I do have a question, though. Reading up on boot I begin to see the appeal (for personal projects, anyway - workplace has its own policies). @cfleming - you said boot wasn’t supported in cursive right now. What does that entail, exactly ? Can I still navigate code, go to definitions and the like if I get an nrepl session going ?

cfleming07:09:43

@pseud I believe so, yes. There are a couple of options for emulating boot support in Cursive: https://github.com/boot-clj/boot/wiki/For-Cursive-Users

cfleming07:09:06

Basically, as part of your boot build you generate either a project.clj or a pom, and import that into Cursive.

cfleming07:09:32

Probably the biggest issue will be lack of symbol resolution in the boot file itself - all the project code should be fine.

cfleming07:09:59

I’m also not sure how their CLJS REPL works, nREPL should work fine if you can start one of those easily.

cfleming07:09:59

Actually, re-reading your question, note that Cursive doesn’t actually need a REPL for symbol resolution (navigation, completion, etc) - you might be used to needing one from Cider and other environments.

sveri07:09:28

@cfleming When I hit a stacktrace in general, 99% of the times I have to scroll back to the start of it. Would it be possible to have cursive do that for me? Would be really nice to not have to scroll myself all the time. Especially given that they are so long in clojure.

pseud07:09:48

@cfleming - (wrt. nREPL & symbol resolution), that’s very good to know.
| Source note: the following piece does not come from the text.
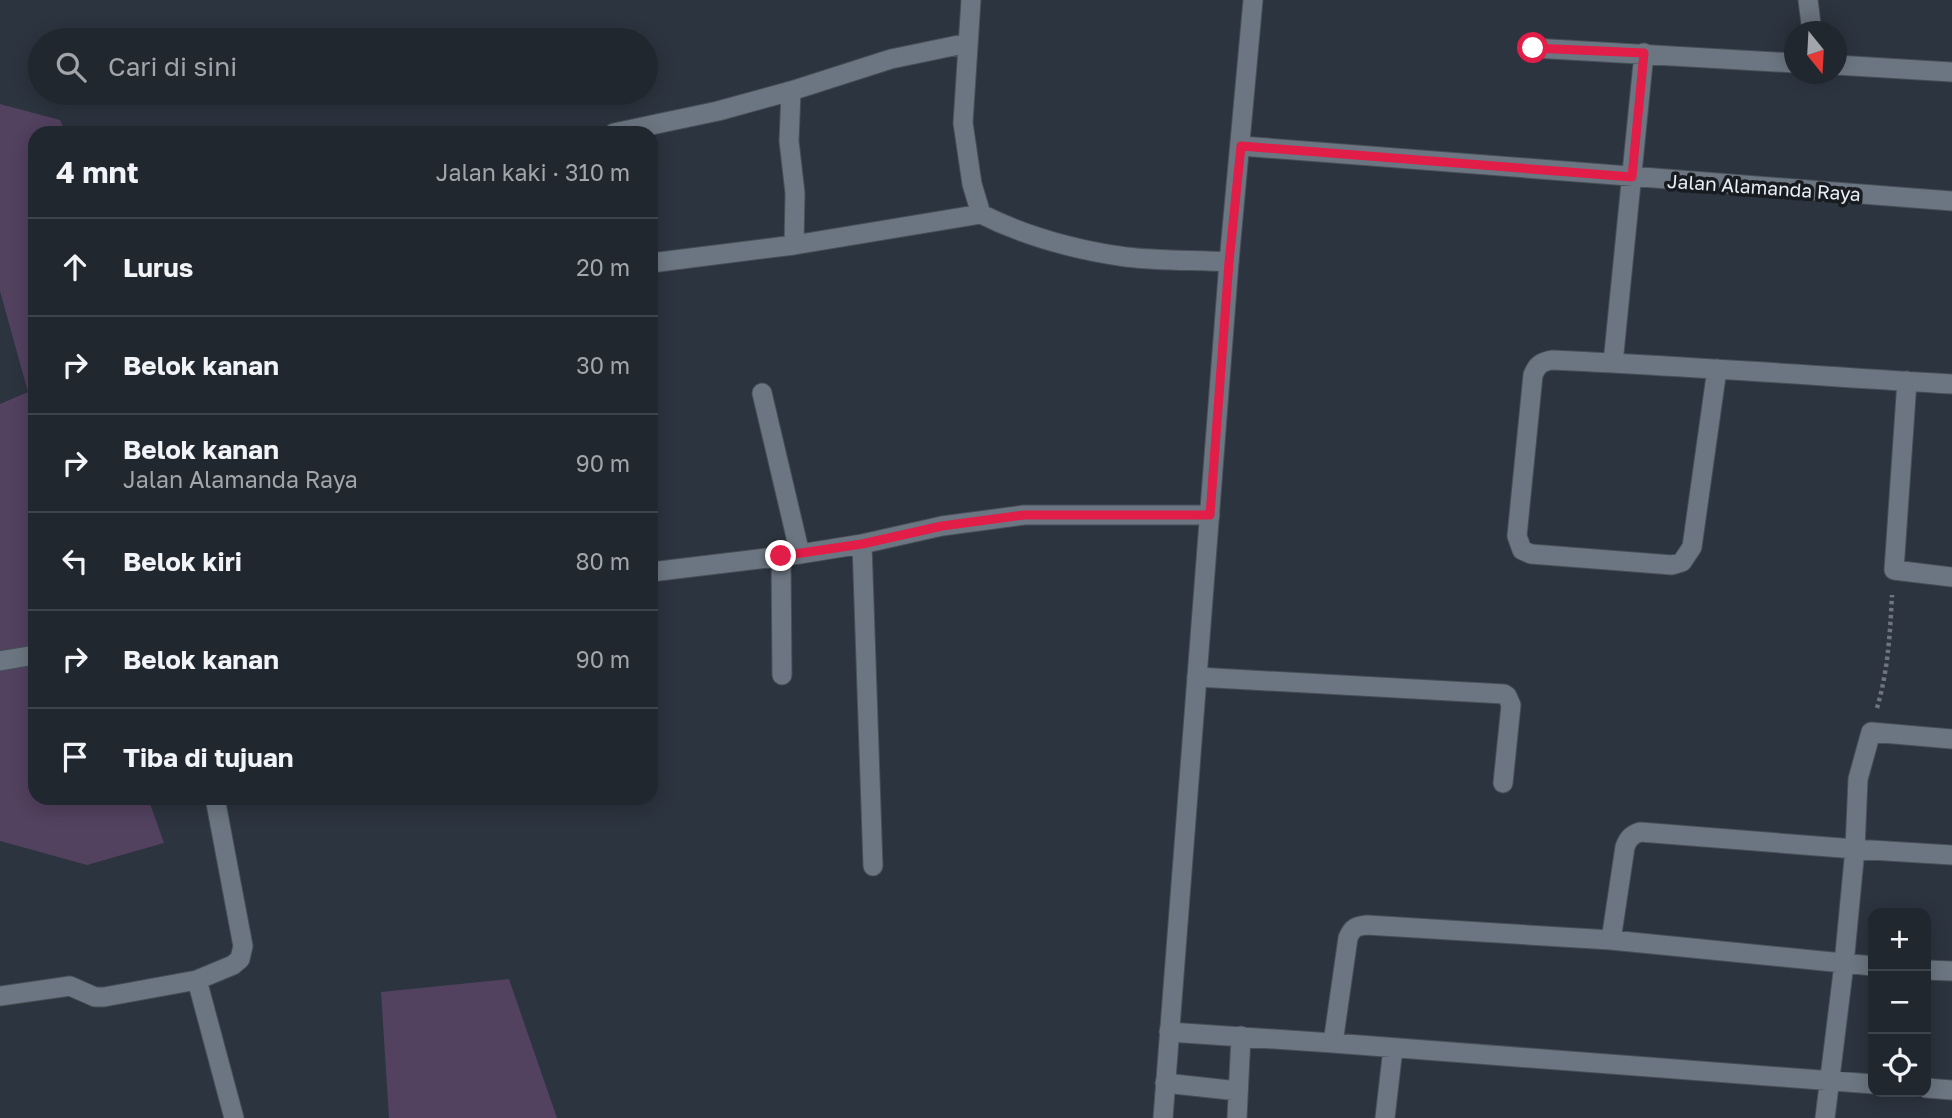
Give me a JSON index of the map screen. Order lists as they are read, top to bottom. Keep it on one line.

Thanks 🙂 I’ll definitely play with cursive & boot in the near future

cfleming11:09:58

@sveri Are they still too long even with the folding of lines not in your project? Is this clj or cljs?

Pablo Fernandez13:09:54

I'm using Cursive for the first time on Windows and the shortcuts include a meta key. Is this broken or am I missing something?

imre14:09:49

I suppose it is, I reported it a while back

Pablo Fernandez15:09:45

I modified them and created a chestography cheat sheet which I published.

hlship19:09:16

Anyone see the REPL hang sometimes on reload (or run tests)? I think I see this rarely with normal run, more often w/ debug.

hlship19:09:36

I see “Loading namespace <x> …” and that’s as far as it gets.

hlship19:09:46

I’m tailing the log to see if anything pops up there next time.

hlship19:09:22

… and of course, now it doesn’t manifest.

kenny21:09:50

Is there an easy way to get all of your requires to :reload in the REPL? This would be incredibly helpful for when you are working on two different libraries at once and you want the code that was changed from a dependency to be reloaded in the REPL. Right now I have to manually type (require 'my.ns :reload) every time I want to reload my.ns.